Did it "alter[] the first with new expression, meaning, or message"? Ibid. It did, and it did. In failing to give Warhol credit for that transformation, the majority distorts ultimate resolution of the fair-use question.
Still more troubling are the consequences of today's ruling for other artists. If Warhol does not get credit for transformative copying, who will? And when artists less famous than Warhol cannot benefit from fair use, it will matter even more. Goldsmith would probably have granted Warhol a license with few conditions, and for a price well within his budget. But as our precedents show, licensors sometimes place stringent limits on follow-on uses, especially to prevent kinds of expression they disapprove. And licensors may charge fees that prevent many or most artists from gaining access to original works. Of course, that is all well and good if an artist wants merely to copy the original and market it as his own.
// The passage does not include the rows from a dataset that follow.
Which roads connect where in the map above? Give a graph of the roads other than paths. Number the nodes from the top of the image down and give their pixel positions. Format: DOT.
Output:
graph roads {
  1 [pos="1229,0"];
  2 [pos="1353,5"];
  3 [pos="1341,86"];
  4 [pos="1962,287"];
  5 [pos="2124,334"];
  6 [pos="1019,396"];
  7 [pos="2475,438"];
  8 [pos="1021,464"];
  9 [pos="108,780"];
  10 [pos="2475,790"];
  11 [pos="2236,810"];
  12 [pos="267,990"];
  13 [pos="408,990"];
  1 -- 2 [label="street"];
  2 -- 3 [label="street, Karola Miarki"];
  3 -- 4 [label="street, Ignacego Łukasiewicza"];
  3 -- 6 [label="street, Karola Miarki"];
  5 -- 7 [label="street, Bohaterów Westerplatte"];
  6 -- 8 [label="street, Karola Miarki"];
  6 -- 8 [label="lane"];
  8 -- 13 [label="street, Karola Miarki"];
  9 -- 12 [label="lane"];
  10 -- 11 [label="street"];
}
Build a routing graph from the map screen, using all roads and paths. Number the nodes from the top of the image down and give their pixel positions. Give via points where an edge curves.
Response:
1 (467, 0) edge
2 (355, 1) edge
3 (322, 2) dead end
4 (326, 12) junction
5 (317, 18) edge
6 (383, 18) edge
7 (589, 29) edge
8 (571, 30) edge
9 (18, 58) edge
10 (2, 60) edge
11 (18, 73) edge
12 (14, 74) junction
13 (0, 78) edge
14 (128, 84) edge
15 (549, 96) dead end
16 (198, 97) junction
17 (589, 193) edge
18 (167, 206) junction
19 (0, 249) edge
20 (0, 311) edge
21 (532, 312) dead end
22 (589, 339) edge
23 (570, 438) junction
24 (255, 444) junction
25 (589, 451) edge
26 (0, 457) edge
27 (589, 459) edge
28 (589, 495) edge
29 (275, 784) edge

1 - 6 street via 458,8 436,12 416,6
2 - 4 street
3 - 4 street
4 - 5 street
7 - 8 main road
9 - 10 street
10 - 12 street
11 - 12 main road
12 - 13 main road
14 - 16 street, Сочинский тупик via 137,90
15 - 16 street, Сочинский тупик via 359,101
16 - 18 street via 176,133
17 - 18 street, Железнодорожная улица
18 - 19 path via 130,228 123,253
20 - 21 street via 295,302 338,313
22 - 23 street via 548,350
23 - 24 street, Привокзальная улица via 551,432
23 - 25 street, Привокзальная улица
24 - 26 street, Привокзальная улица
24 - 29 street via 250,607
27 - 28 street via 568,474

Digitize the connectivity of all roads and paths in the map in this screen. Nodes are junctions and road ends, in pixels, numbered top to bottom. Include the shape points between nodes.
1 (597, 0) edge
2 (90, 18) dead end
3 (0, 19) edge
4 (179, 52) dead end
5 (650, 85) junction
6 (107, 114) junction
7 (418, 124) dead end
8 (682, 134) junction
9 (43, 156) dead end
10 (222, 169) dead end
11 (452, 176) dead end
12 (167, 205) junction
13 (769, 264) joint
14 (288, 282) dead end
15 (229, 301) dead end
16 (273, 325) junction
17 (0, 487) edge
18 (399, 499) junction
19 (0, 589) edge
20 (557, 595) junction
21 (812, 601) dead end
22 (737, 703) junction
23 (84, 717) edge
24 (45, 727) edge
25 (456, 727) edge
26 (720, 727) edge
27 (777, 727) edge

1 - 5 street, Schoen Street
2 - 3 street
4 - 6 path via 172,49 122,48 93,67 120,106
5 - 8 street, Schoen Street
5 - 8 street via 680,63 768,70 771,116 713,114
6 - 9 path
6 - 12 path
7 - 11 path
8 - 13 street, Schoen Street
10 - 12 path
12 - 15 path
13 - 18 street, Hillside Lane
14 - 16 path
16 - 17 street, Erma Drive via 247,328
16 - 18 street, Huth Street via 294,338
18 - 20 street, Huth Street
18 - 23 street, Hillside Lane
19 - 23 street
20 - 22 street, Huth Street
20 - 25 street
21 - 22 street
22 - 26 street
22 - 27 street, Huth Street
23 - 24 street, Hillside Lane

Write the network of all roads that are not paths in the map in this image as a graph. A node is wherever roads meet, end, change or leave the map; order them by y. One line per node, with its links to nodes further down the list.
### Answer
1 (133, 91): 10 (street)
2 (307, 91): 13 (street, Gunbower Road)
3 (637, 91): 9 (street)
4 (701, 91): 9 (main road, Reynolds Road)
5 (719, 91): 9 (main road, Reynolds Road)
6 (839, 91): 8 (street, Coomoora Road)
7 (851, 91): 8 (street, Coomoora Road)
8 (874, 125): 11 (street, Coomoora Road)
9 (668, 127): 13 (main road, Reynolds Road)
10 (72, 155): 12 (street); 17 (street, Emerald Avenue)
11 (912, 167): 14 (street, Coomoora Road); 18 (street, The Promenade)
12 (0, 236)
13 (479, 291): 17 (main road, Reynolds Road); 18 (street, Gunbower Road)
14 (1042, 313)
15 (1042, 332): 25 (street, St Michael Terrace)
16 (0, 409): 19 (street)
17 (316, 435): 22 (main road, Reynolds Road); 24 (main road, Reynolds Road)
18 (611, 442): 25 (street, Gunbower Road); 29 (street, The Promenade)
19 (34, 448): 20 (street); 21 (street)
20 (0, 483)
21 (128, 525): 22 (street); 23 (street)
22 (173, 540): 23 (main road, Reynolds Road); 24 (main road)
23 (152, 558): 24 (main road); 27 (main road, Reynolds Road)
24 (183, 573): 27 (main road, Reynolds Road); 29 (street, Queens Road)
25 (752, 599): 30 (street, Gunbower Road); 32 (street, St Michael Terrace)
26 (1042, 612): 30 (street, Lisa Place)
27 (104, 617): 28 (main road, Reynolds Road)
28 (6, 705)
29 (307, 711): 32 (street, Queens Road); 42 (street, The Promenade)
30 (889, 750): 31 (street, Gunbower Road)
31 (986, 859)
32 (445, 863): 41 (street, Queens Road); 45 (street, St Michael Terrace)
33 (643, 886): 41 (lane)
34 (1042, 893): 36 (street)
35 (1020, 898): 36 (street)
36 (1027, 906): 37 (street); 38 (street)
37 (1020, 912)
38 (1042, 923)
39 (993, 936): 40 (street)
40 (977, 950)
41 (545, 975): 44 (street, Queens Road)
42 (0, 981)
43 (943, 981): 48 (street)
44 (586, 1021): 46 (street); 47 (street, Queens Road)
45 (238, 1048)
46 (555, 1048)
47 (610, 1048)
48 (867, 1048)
Preventing those uses—and thus incentivizing the creation of original works—is what copyrights are for. But when the artist wants to make a transformative use, a different issue is presented. By now, the reason why should be obvious. "Inhibit[ing] subsequent writers" and artists from "improv[ing] upon prior works"—as the majority does today—will "frustrate the very ends sought to be attained" by copyright law. Harper & Row, 471 U.S. at 549, 105 S.Ct. 2218. It will stifle creativity of every sort. It will impede new art and music and literature. It will thwart the expression of new ideas and the attainment of new knowledge. It will make our world poorer.